_Exercise prompt_
Would you repeat exactly the part of the listing below that runs from the line containing "pinky mcp: (383, 309)" down to the line containing "index tip: (282, 183)", inclusive, and nothing else?

_Data extracts_
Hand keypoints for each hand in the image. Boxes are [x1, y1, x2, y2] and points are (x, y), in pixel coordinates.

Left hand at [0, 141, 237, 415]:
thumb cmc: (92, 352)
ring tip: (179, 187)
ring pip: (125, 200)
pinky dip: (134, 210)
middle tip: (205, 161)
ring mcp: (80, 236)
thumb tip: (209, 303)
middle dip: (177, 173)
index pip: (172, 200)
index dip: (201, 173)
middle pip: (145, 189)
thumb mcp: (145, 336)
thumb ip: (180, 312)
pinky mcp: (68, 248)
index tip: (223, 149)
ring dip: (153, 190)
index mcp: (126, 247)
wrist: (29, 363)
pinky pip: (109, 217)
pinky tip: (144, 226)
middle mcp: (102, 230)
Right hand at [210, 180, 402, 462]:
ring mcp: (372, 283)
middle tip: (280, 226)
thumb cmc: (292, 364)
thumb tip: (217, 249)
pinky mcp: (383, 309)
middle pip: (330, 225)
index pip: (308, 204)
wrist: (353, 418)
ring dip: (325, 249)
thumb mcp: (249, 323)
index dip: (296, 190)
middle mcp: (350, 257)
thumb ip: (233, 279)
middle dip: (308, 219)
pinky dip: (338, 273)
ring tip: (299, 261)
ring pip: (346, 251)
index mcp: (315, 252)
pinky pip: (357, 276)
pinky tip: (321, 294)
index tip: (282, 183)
---
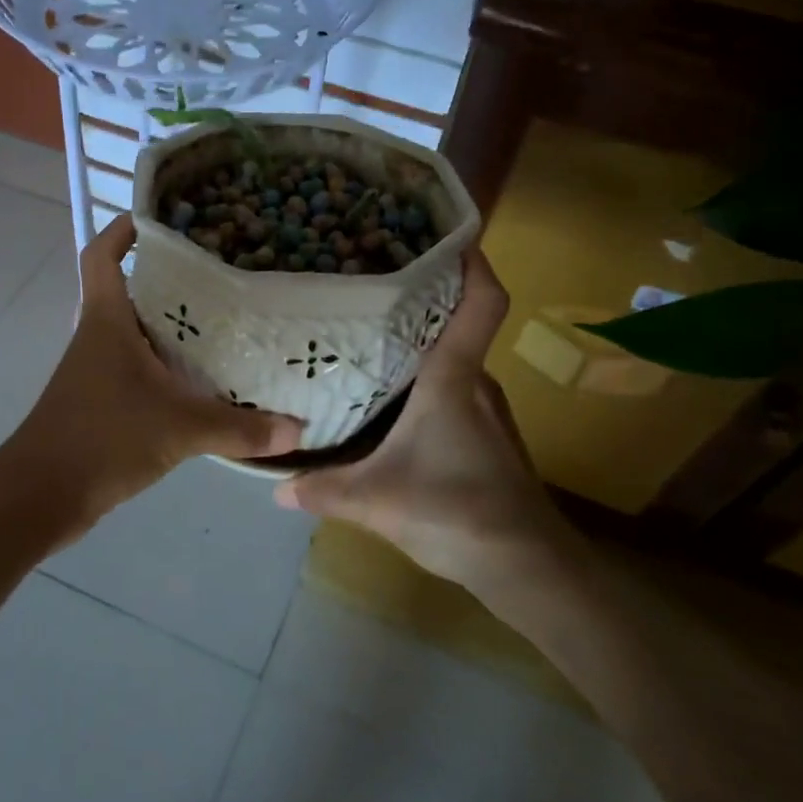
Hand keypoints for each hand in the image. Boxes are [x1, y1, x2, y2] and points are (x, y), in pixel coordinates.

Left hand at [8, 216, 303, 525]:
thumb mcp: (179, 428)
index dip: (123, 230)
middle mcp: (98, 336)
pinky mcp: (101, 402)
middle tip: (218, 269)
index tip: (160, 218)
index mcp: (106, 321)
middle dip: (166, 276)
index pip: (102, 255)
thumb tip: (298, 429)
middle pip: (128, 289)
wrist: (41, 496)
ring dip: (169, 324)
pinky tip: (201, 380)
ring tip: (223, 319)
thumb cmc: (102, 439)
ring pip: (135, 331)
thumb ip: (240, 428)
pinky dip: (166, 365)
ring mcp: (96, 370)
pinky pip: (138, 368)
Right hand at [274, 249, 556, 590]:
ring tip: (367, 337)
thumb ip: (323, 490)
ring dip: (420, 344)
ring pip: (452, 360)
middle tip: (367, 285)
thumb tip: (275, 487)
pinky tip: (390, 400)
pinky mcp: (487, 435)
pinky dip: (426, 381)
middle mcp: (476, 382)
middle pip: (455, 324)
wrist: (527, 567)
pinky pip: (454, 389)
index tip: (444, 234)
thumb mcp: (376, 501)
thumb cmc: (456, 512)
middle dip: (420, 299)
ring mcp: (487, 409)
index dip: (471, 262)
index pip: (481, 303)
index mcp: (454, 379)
--
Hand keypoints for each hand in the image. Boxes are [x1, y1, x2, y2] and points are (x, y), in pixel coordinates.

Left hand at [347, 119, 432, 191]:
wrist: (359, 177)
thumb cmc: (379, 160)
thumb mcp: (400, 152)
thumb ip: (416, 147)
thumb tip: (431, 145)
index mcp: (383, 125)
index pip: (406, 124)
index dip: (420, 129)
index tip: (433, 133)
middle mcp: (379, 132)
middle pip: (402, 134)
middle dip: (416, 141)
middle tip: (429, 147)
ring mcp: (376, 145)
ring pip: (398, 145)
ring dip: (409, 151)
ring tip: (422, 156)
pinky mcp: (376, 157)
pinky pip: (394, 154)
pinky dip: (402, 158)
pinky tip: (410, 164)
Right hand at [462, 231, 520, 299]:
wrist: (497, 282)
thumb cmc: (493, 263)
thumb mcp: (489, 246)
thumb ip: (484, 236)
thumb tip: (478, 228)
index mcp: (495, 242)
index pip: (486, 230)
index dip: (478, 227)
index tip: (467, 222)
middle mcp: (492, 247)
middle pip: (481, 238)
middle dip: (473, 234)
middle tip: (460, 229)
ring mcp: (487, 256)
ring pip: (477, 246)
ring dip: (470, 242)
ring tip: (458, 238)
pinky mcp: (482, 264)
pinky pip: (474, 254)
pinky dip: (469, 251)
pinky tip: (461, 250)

_Output_
pinky mcp: (383, 309)
middle pip: (330, 225)
index pip: (308, 204)
wrist: (353, 418)
ring dip: (325, 249)
thumb mcp: (249, 323)
index dip: (296, 190)
middle mcp: (350, 257)
thumb ip: (233, 279)
middle dip: (308, 219)
pinky dip: (338, 273)
ring tip: (299, 261)
ring pip: (346, 251)
index mcp: (315, 252)
pinky pip: (357, 276)
pinky tip: (321, 294)
index tip: (282, 183)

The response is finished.